The Nokia 9300i is an updated version with Wi-Fi capability.

== Differences from the 9500 Communicator ==
- Smaller – 132 × 51 × 21 mm compared to the 9500's 148 × 57 × 24 mm
- Physically smaller screen with 9500's resolution that can be tilted full 180 degrees
- No Wi-Fi, except in 9300i
- No built-in camera
- Smaller battery – 970mAh BP-6M battery (later revisions of BP-6M are 1100mAh however) compared to the 9500's 1300mAh BP-5L
- Doesn't bear the traditional name "Communicator"

Other than changes listed above, it is technically the same as the 9500, with the same 150 MHz processor, MMC memory card capability, the same amount of memory and the same screen resolution and colour depth. Both phones run the same version 7 of the Symbian OS.

== Variations in the 9300 line ==
The 9300 is the World version, with 900 MHz and 1800 MHz radios, plus 1900 MHz for North America. The 9300b is the North American model, with 850 MHz and 1900 MHz radios, plus 1800 MHz for world travel. Both, the 9300 and the 9300b will work in the US, but in the US the 9300b outperforms the 9300 in its ability to work in areas with weak cell coverage.

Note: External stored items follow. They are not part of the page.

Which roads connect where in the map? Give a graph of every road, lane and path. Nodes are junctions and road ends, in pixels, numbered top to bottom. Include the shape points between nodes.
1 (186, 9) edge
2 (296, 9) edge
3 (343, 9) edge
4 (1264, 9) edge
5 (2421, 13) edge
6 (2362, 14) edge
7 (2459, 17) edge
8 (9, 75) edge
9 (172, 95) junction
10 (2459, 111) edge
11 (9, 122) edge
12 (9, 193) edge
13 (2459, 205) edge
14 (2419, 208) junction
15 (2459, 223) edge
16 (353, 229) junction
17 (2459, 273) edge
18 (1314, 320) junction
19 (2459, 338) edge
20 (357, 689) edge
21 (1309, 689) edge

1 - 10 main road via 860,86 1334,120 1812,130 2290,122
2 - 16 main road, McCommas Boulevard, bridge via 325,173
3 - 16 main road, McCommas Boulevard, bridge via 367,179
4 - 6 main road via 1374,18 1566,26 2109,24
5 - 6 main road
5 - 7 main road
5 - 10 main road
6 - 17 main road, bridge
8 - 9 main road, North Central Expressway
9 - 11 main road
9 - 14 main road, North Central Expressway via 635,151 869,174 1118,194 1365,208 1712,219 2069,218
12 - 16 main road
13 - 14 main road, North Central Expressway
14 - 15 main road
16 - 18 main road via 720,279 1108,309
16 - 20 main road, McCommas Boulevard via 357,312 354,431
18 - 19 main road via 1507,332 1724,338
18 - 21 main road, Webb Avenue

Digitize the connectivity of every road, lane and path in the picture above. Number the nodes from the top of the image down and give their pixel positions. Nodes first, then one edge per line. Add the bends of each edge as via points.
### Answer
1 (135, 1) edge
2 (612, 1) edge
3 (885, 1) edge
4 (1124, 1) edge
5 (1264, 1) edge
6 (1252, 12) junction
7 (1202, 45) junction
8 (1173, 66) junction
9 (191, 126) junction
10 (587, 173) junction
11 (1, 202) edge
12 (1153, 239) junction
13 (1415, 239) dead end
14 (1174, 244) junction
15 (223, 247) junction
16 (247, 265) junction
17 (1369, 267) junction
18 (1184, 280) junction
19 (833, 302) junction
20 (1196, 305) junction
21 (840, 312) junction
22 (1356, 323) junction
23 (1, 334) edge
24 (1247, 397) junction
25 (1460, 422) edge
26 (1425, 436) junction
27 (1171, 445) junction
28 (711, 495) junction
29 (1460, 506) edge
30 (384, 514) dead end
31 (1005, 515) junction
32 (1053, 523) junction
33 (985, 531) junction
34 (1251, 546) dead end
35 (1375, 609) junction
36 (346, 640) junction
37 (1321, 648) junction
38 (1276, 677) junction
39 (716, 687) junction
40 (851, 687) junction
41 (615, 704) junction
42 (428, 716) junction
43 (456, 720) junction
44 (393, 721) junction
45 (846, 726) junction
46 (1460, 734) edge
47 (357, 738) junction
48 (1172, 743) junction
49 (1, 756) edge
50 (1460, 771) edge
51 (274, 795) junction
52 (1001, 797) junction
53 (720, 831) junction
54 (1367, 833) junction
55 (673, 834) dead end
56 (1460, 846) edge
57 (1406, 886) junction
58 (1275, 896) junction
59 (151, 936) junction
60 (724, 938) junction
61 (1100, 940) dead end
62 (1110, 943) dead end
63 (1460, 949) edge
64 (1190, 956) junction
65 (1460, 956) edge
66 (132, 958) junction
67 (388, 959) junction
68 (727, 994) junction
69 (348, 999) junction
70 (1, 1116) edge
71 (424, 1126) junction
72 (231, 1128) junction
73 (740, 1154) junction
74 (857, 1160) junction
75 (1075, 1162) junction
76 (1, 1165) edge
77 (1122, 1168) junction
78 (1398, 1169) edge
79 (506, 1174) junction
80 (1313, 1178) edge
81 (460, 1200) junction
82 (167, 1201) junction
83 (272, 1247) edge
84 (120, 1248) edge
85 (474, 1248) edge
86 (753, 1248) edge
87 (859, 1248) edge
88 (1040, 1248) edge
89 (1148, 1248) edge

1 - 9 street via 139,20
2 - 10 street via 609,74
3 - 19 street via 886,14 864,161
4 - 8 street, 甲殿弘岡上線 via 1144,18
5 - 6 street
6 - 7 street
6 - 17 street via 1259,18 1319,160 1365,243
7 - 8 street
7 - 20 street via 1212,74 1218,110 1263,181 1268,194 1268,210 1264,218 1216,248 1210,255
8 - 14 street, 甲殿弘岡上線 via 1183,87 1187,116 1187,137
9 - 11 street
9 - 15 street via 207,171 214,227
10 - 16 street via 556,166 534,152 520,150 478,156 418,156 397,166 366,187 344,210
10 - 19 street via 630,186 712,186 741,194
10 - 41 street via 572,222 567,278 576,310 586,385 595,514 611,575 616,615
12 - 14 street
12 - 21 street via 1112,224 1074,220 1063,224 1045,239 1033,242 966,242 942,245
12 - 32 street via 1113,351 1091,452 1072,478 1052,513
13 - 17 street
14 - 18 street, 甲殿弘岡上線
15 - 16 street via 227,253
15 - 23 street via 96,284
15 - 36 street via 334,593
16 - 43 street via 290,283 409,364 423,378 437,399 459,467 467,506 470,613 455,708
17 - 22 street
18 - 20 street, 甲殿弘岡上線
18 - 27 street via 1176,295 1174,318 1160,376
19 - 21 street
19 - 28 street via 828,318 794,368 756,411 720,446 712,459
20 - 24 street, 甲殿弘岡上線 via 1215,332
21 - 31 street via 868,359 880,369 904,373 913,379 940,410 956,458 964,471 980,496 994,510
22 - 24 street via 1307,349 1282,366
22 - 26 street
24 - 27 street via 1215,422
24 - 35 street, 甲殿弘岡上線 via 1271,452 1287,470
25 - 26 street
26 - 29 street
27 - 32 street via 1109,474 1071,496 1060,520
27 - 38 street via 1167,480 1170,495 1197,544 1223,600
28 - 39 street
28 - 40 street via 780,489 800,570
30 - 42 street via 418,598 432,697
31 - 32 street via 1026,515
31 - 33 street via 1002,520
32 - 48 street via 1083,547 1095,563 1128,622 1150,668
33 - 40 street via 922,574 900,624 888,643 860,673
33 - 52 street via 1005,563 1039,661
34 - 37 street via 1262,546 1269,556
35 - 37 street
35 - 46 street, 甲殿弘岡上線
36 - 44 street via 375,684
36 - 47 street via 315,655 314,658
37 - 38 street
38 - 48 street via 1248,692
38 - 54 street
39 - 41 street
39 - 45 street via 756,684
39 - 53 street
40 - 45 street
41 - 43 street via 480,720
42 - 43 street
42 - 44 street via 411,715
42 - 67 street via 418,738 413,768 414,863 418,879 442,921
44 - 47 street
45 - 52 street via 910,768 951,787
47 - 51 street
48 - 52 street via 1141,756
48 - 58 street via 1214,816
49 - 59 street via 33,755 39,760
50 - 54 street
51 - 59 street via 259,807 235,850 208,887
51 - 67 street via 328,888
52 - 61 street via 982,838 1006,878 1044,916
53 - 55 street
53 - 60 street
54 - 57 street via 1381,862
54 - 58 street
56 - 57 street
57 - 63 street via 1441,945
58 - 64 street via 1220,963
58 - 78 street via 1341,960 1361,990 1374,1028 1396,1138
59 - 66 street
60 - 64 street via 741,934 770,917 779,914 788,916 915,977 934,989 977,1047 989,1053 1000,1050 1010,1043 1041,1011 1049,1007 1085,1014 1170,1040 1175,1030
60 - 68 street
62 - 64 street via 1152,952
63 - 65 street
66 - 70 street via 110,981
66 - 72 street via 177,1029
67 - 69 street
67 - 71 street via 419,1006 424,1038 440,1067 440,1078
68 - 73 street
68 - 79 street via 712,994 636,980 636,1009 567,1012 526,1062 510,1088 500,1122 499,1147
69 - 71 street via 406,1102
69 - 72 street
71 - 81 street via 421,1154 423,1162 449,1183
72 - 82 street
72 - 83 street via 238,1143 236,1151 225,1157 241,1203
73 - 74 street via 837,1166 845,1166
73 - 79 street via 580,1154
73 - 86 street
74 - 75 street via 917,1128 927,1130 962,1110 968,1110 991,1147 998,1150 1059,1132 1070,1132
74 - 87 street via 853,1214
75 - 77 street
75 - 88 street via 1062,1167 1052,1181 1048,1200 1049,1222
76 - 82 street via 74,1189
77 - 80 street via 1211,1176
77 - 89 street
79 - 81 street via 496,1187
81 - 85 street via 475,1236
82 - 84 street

One can tell the 9300 and the 9300b apart by looking at the back of the phone. The 9300b has a portion next to the battery cover that is raised by approximately 2 mm. The model number is marked on the label underneath the battery. The label on a 9300 sold in Germany reads: "NOKIA Model: 9300 Type RAE-6". On a 9300b sold in the US the label reads: "NOKIA Model 9300/b Type: RA-4", and on a 9300i sold in Germany it reads: "Nokia Model 9300i Type: RA-8". Alternatively one can type *#0000# into the phone cover keypad in standby mode to display the model number.

The 9300's successor, the Nokia 9300i, restores Wi-Fi capability without adding a camera. The 9300i is only available with 900 MHz, 1800 MHz and 1900 MHz radios. A version of the 9300i with 850 MHz radio capability was never made in any part of the world. Latest official firmware version is 6.27 (released July 2006).

All variants of the 9300 include multi-profile Bluetooth and IR for interoperability, the Opera web browser, a POP3/IMAP/BlackBerry Enterprise Server-compatible/SMS/MMS e-mail and messaging client, the ability to create, read, write and edit native Word, Excel and PowerPoint files. The external display above the twelve-key dial pad on the exterior of the phone runs Series 40 applications, so texting and simple functions can be performed one-handed without opening the clamshell. There is "T9" option while messaging. The external keypad can autolock only if an unlocking code is set. The cellphone radio can be turned off while permitting applications to run, for in-flight use.

A wide selection of third-party applications to enhance the 9300 series is available through multiple websites. The 9300 also runs Java applications but some of these are not compatible with the large and wide screen, such that many existing Java games will run, but only use the top left hand corner of the screen.